Even if the data beneath seems repetitive, write it all out again exactly.

* * * * * * *

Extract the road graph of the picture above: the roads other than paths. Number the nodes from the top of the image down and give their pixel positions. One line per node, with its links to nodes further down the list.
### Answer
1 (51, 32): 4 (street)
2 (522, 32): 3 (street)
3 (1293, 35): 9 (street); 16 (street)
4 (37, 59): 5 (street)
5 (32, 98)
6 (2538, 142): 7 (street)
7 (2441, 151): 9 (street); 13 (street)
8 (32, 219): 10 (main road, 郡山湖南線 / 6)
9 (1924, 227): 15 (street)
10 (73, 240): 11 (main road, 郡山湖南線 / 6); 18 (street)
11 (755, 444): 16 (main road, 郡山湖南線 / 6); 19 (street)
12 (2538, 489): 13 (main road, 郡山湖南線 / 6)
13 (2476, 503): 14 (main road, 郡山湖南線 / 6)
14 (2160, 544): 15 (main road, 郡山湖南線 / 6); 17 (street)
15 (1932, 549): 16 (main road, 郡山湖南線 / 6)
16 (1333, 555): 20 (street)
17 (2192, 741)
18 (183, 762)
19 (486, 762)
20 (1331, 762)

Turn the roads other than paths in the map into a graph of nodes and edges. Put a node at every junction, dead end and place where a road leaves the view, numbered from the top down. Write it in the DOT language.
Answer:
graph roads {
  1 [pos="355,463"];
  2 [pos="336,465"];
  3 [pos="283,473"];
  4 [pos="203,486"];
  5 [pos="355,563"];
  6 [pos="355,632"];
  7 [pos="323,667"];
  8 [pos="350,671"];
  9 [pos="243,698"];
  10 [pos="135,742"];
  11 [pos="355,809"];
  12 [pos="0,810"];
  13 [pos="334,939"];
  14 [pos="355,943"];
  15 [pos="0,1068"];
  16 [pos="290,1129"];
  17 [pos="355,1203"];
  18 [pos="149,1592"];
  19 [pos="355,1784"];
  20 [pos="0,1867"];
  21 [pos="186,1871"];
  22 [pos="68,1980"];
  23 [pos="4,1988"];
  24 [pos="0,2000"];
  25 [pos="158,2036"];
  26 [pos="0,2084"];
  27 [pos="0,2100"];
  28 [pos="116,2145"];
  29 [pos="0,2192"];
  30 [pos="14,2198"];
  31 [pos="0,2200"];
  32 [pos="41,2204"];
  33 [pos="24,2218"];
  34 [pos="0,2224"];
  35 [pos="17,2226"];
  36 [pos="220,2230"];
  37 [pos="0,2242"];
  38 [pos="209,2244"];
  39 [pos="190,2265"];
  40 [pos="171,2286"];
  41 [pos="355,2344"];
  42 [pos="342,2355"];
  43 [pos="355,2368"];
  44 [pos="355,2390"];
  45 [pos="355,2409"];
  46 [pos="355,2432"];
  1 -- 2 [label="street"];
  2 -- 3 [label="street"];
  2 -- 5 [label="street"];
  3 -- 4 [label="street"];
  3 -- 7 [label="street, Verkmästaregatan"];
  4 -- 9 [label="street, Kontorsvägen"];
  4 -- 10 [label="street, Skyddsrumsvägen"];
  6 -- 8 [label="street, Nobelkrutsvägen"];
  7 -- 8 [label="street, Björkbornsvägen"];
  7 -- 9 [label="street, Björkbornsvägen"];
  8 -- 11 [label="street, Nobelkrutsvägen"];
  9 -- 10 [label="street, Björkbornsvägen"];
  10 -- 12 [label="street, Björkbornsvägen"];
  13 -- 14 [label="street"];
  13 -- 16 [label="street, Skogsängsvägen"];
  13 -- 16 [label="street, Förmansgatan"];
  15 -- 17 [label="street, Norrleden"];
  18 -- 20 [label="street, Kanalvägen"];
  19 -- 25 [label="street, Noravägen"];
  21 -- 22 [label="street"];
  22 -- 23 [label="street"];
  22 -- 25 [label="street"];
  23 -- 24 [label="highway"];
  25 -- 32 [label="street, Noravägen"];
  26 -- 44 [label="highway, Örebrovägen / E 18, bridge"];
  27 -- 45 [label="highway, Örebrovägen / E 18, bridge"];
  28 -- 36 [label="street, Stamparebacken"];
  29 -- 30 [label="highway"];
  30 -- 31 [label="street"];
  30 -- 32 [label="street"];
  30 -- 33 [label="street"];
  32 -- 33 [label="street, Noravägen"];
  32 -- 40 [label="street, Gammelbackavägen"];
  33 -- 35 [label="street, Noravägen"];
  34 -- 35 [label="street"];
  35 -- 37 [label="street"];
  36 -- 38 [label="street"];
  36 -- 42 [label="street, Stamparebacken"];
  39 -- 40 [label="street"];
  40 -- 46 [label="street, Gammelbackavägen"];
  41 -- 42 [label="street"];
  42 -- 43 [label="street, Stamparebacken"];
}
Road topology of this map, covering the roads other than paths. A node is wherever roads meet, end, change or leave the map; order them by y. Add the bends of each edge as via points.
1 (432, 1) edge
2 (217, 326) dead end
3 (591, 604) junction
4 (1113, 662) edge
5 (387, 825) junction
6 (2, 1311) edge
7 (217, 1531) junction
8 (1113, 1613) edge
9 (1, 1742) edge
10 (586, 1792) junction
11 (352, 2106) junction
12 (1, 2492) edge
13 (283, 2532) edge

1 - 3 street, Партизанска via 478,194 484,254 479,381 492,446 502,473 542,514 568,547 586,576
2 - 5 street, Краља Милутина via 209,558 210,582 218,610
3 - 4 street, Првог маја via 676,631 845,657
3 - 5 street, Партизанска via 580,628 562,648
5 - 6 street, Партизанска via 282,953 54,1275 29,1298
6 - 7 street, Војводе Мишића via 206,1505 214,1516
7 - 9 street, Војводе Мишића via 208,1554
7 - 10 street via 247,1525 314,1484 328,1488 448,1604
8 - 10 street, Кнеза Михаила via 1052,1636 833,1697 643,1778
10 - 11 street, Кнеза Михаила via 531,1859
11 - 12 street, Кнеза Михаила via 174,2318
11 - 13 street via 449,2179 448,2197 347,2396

* * * * * * *

* **RESULT**
Extract the road graph of the picture above: the roads other than paths. Number the nodes from the top of the image down and give their pixel positions. One line per node, with its links to nodes further down the list.
### Answer
1 (51, 32): 4 (street)
2 (522, 32): 3 (street)
3 (1293, 35): 9 (street); 16 (street)
4 (37, 59): 5 (street)
5 (32, 98)
6 (2538, 142): 7 (street)
7 (2441, 151): 9 (street); 13 (street)
8 (32, 219): 10 (main road, 郡山湖南線 / 6)
9 (1924, 227): 15 (street)
10 (73, 240): 11 (main road, 郡山湖南線 / 6); 18 (street)
11 (755, 444): 16 (main road, 郡山湖南線 / 6); 19 (street)
12 (2538, 489): 13 (main road, 郡山湖南線 / 6)
13 (2476, 503): 14 (main road, 郡山湖南線 / 6)
14 (2160, 544): 15 (main road, 郡山湖南線 / 6); 17 (street)
15 (1932, 549): 16 (main road, 郡山湖南線 / 6)
16 (1333, 555): 20 (street)
17 (2192, 741)
18 (183, 762)
19 (486, 762)
20 (1331, 762)

Turn the roads other than paths in the map into a graph of nodes and edges. Put a node at every junction, dead end and place where a road leaves the view, numbered from the top down. Write it in the DOT language.
Answer:
graph roads {
  1 [pos="355,463"];
  2 [pos="336,465"];
  3 [pos="283,473"];
  4 [pos="203,486"];
  5 [pos="355,563"];
  6 [pos="355,632"];
  7 [pos="323,667"];
  8 [pos="350,671"];
  9 [pos="243,698"];
  10 [pos="135,742"];
  11 [pos="355,809"];
  12 [pos="0,810"];
  13 [pos="334,939"];
  14 [pos="355,943"];
  15 [pos="0,1068"];
  16 [pos="290,1129"];
  17 [pos="355,1203"];
  18 [pos="149,1592"];
  19 [pos="355,1784"];
  20 [pos="0,1867"];
  21 [pos="186,1871"];
  22 [pos="68,1980"];
  23 [pos="4,1988"];
  24 [pos="0,2000"];
  25 [pos="158,2036"];
  26 [pos="0,2084"];
  27 [pos="0,2100"];
  28 [pos="116,2145"];
  29 [pos="0,2192"];
  30 [pos="14,2198"];
  31 [pos="0,2200"];
  32 [pos="41,2204"];
  33 [pos="24,2218"];
  34 [pos="0,2224"];
  35 [pos="17,2226"];
  36 [pos="220,2230"];
  37 [pos="0,2242"];
  38 [pos="209,2244"];
  39 [pos="190,2265"];
  40 [pos="171,2286"];
  41 [pos="355,2344"];
  42 [pos="342,2355"];
  43 [pos="355,2368"];
  44 [pos="355,2390"];
  45 [pos="355,2409"];
  46 [pos="355,2432"];
  1 -- 2 [label="street"];
  2 -- 3 [label="street"];
  2 -- 5 [label="street"];
  3 -- 4 [label="street"];
  3 -- 7 [label="street, Verkmästaregatan"];
  4 -- 9 [label="street, Kontorsvägen"];
  4 -- 10 [label="street, Skyddsrumsvägen"];
  6 -- 8 [label="street, Nobelkrutsvägen"];
  7 -- 8 [label="street, Björkbornsvägen"];
  7 -- 9 [label="street, Björkbornsvägen"];
  8 -- 11 [label="street, Nobelkrutsvägen"];
  9 -- 10 [label="street, Björkbornsvägen"];
  10 -- 12 [label="street, Björkbornsvägen"];
  13 -- 14 [label="street"];
  13 -- 16 [label="street, Skogsängsvägen"];
  13 -- 16 [label="street, Förmansgatan"];
  15 -- 17 [label="street, Norrleden"];
  18 -- 20 [label="street, Kanalvägen"];
  19 -- 25 [label="street, Noravägen"];
  21 -- 22 [label="street"];
  22 -- 23 [label="street"];
  22 -- 25 [label="street"];
  23 -- 24 [label="highway"];
  25 -- 32 [label="street, Noravägen"];
  26 -- 44 [label="highway, Örebrovägen / E 18, bridge"];
  27 -- 45 [label="highway, Örebrovägen / E 18, bridge"];
  28 -- 36 [label="street, Stamparebacken"];
  29 -- 30 [label="highway"];
  30 -- 31 [label="street"];
  30 -- 32 [label="street"];
  30 -- 33 [label="street"];
  32 -- 33 [label="street, Noravägen"];
  32 -- 40 [label="street, Gammelbackavägen"];
  33 -- 35 [label="street, Noravägen"];
  34 -- 35 [label="street"];
  35 -- 37 [label="street"];
  36 -- 38 [label="street"];
  36 -- 42 [label="street, Stamparebacken"];
  39 -- 40 [label="street"];
  40 -- 46 [label="street, Gammelbackavägen"];
  41 -- 42 [label="street"];
  42 -- 43 [label="street, Stamparebacken"];
}
Road topology of this map, covering the roads other than paths. A node is wherever roads meet, end, change or leave the map; order them by y. Add the bends of each edge as via points.
1 (432, 1) edge
2 (217, 326) dead end
3 (591, 604) junction
4 (1113, 662) edge
5 (387, 825) junction
6 (2, 1311) edge
7 (217, 1531) junction
8 (1113, 1613) edge
9 (1, 1742) edge
10 (586, 1792) junction
11 (352, 2106) junction
12 (1, 2492) edge
13 (283, 2532) edge

1 - 3 street, Партизанска via 478,194 484,254 479,381 492,446 502,473 542,514 568,547 586,576
2 - 5 street, Краља Милутина via 209,558 210,582 218,610
3 - 4 street, Првог маја via 676,631 845,657
3 - 5 street, Партизанска via 580,628 562,648
5 - 6 street, Партизанска via 282,953 54,1275 29,1298
6 - 7 street, Војводе Мишића via 206,1505 214,1516
7 - 9 street, Војводе Мишића via 208,1554
7 - 10 street via 247,1525 314,1484 328,1488 448,1604
8 - 10 street, Кнеза Михаила via 1052,1636 833,1697 643,1778
10 - 11 street, Кнеза Михаила via 531,1859
11 - 12 street, Кнеза Михаила via 174,2318
11 - 13 street via 449,2179 448,2197 347,2396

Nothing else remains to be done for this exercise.